From the couch of Herod pass for a moment to the cradle of Christ. A peasant couple from the hills of Galilee trudged along to the historic Bethlehem, the woman worn with long hard travel and pinched with the pain of approaching maternity. . . . It was late in the day ere they reached the "inn", and all the sleeping compartments were occupied. A place was found on the lower level used for the stabling of the cattle, and there on that night, Jesus, the Christ was born.
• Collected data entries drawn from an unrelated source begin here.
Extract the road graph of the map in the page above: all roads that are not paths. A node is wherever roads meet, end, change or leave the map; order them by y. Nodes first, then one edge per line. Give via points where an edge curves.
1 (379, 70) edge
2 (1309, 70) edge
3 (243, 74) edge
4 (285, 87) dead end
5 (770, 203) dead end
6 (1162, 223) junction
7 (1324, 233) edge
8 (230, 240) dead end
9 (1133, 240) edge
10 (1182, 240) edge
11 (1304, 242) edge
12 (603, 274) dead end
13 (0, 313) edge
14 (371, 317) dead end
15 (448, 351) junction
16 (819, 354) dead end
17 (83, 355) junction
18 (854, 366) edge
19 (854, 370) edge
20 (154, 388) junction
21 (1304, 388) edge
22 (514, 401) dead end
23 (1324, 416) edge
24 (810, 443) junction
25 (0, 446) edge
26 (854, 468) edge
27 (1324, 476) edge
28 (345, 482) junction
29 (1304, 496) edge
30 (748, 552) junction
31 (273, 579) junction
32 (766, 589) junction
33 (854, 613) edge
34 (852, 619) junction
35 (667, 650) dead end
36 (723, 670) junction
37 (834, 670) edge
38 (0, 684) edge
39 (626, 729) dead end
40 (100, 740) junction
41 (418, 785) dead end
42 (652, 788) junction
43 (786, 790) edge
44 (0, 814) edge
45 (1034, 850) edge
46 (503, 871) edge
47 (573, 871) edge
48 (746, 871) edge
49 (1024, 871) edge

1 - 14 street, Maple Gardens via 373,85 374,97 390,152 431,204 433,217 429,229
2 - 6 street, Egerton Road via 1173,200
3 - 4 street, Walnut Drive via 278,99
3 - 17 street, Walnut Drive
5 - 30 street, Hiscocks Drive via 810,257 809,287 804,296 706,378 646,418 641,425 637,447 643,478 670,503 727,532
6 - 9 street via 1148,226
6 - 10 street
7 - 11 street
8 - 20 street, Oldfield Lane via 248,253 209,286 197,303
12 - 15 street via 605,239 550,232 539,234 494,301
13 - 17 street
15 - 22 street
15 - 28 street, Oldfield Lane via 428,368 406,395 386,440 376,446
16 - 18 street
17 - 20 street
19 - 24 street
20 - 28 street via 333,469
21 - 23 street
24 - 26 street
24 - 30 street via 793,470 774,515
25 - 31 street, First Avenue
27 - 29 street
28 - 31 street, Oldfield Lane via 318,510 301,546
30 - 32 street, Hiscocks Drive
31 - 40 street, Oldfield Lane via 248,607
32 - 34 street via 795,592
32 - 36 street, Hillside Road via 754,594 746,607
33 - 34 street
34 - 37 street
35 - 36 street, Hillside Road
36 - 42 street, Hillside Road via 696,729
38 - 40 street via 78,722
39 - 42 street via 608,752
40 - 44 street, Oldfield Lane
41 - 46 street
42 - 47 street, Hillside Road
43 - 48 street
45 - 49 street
Such, a contrast between the village khan and the palace fortress the world has never seen. . . . The Prince of Peace was among the beasts, and the beast was among the princes. The real King was in the stable, while the usurper was clad in purple. . . . (53-54)
Twenty centuries of human history have not diminished the power of the cradled Christ.
Hardeman, N. B. Hardeman's Tabernacle Sermons. Vol. 2. Nashville: Gospel Advocate, 1971. 5 vols.